» Task brief: Go through the entries below and copy each line that holds the word "from".

» Dataset content:
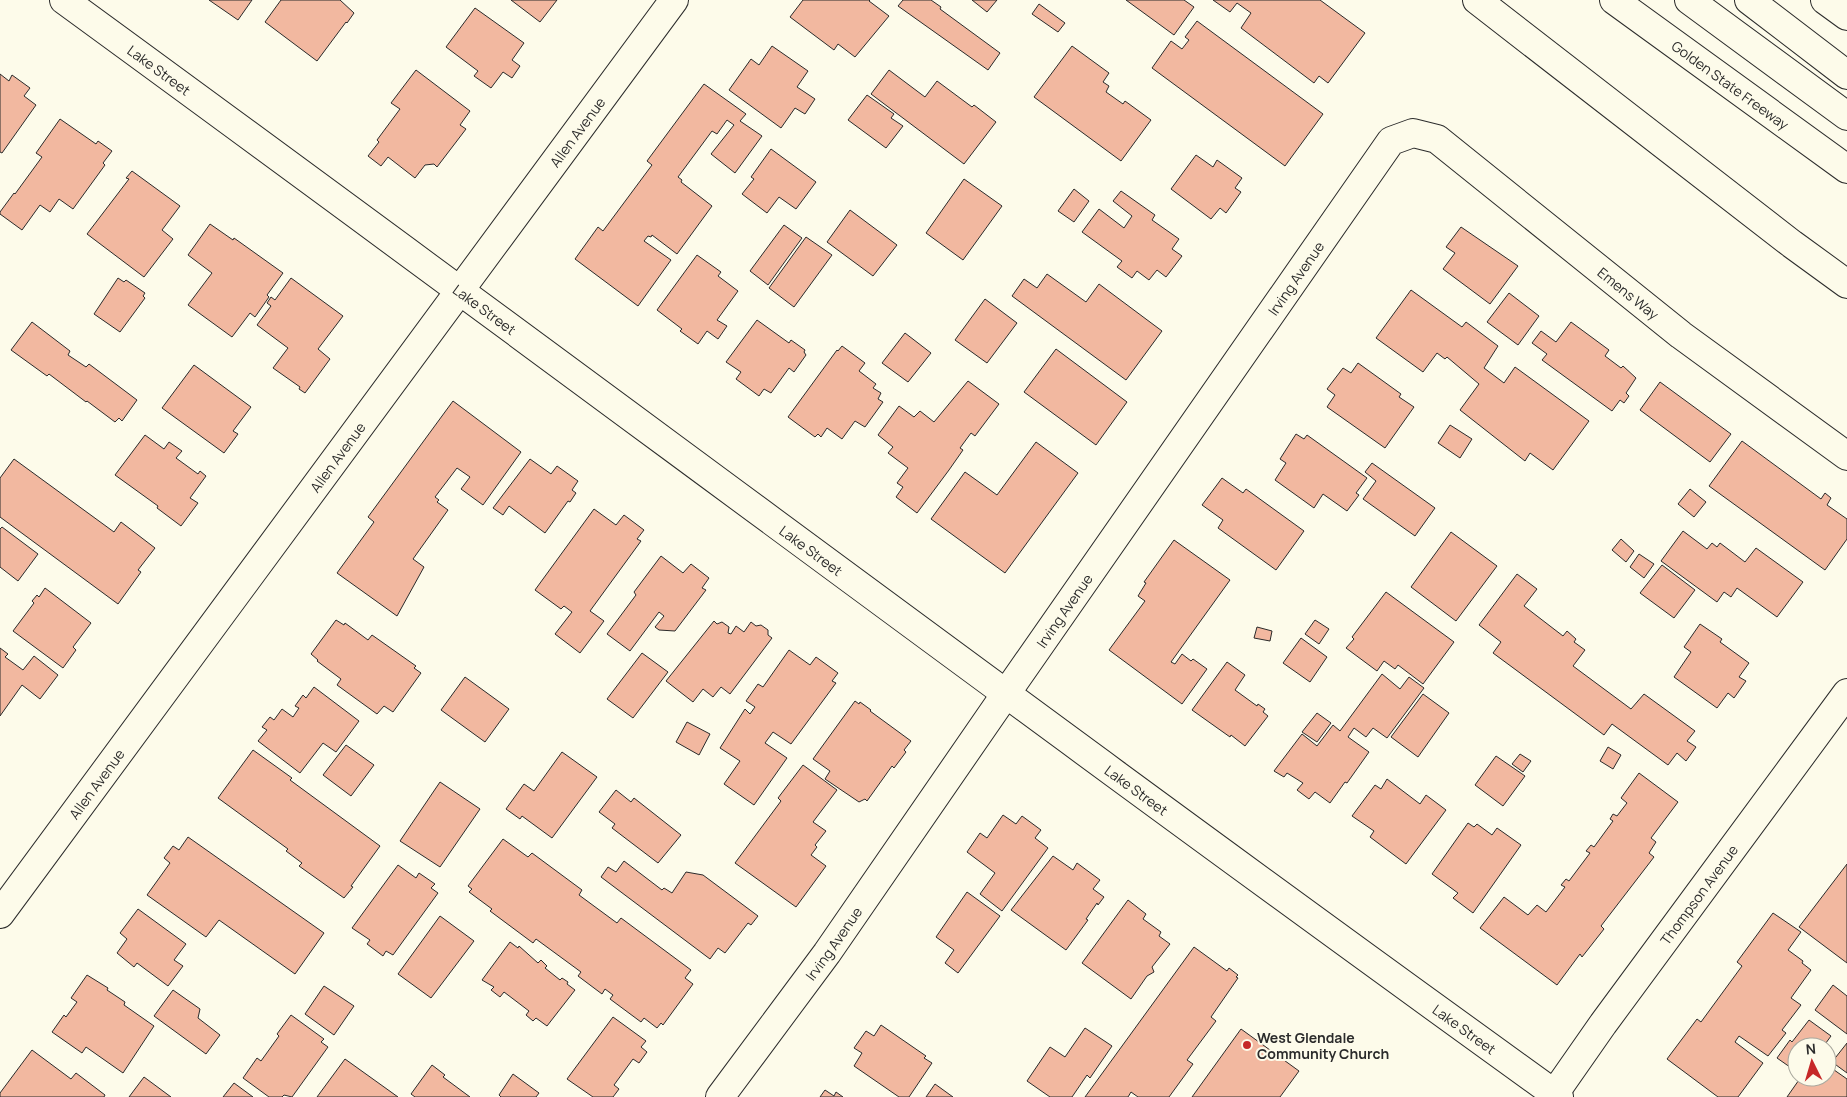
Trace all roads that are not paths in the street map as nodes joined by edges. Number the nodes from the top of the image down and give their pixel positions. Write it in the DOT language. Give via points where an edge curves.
graph roads {
  1 [pos="64,0"];
  2 [pos="674,0"];
  3 [pos="1477,0"];
  4 [pos="1614,0"];
  5 [pos="1689,0"];
  6 [pos="1748,0"];
  7 [pos="1825,0"];
  8 [pos="1847,16"];
  9 [pos="1847,75"];
  10 [pos="1847,116"];
  11 [pos="1413,133"];
  12 [pos="1847,169"];
  13 [pos="1847,284"];
  14 [pos="461,290"];
  15 [pos="1847,456"];
  16 [pos="1847,693"];
  17 [pos="1005,694"];
  18 [pos="0,914"];
  19 [pos="1555,1096"];
  20 [pos="720,1097"];
  1 -- 14 [label="main road, Lake Street"];
  2 -- 14 [label="main road, Allen Avenue"];
  3 -- 13 [label="main road"];
  4 -- 12 [label="main road, Golden State Freeway"];
  5 -- 10 [label="main road"];
  6 -- 9 [label="main road"];
  7 -- 8 [label="main road"];
  11 -- 15 [label="main road, Emens Way" via="1437,139 1681,335"];
  11 -- 17 [label="main road, Irving Avenue" via="1391,141"];
  14 -- 17 [label="main road, Lake Street"];
  14 -- 18 [label="main road, Allen Avenue"];
  16 -- 19 [label="main road, Thompson Avenue" via="1603,1024"];
  17 -- 19 [label="main road, Lake Street"];
  17 -- 20 [label="main road, Irving Avenue" via="828,953"];
}
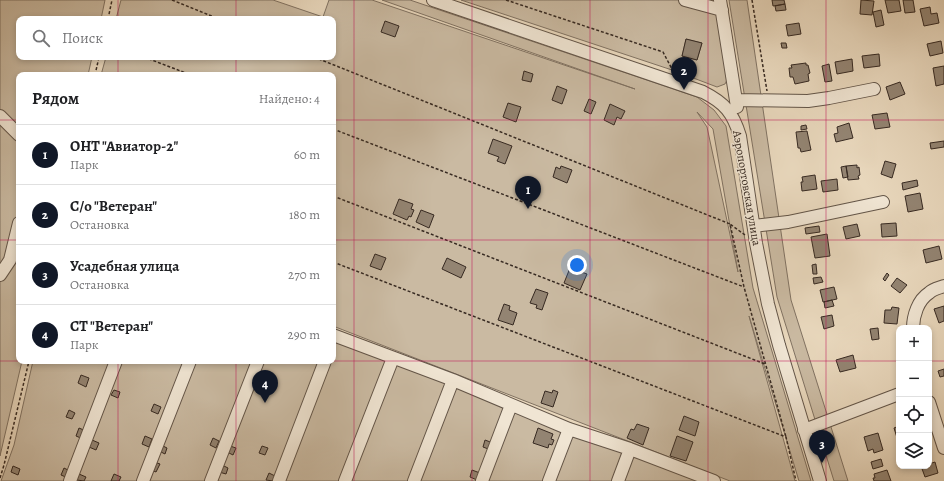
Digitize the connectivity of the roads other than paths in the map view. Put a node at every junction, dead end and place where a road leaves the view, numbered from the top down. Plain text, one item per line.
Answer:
1 (433, 0) edge
2 (685, 0) edge
3 (721, 5) edge
4 (874, 89) dead end
5 (736, 100) junction
6 (0, 116) edge
7 (16, 133) edge
8 (740, 136) junction
9 (884, 202) dead end
10 (754, 226) junction
11 (16, 235) edge
12 (0, 275) edge
13 (944, 286) edge
14 (913, 325) edge
15 (336, 338) edge
16 (393, 358) junction
17 (115, 364) edge
18 (189, 364) edge
19 (257, 364) edge
20 (324, 364) edge
21 (453, 380) junction
22 (896, 395) edge
23 (511, 405) junction
24 (932, 411) edge
25 (569, 429) junction
26 (804, 430) junction
27 (944, 448) edge
28 (630, 449) junction
29 (688, 477) edge
30 (70, 481) edge
31 (143, 481) edge
32 (211, 481) edge
33 (279, 481) edge
34 (345, 481) edge
35 (414, 481) edge
36 (482, 481) edge
37 (549, 481) edge
38 (618, 481) edge
39 (714, 481) edge
40 (820, 481) edge

1 - 8 street, Аэропортовская улица
2 - 3 street
3 - 5 street
4 - 5 street
5 - 8 street
6 - 7 street
8 - 10 street, Аэропортовская улица
9 - 10 street
10 - 26 street, Аэропортовская улица
11 - 12 street
13 - 14 street
15 - 16 street
16 - 21 street
16 - 34 street
17 - 30 street
18 - 31 street
19 - 32 street
20 - 33 street
21 - 23 street
21 - 35 street
22 - 26 street
23 - 25 street
23 - 36 street
24 - 27 street
25 - 28 street
25 - 37 street
26 - 40 street, Аэропортовская улица
28 - 29 street
28 - 38 street
29 - 39 street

» Answer space:
Trace all roads that are not paths in the street map as nodes joined by edges. Number the nodes from the top of the image down and give their pixel positions. Write it in the DOT language. Give via points where an edge curves.
Digitize the connectivity of the roads other than paths in the map view. Put a node at every junction, dead end and place where a road leaves the view, numbered from the top down. Plain text, one item per line.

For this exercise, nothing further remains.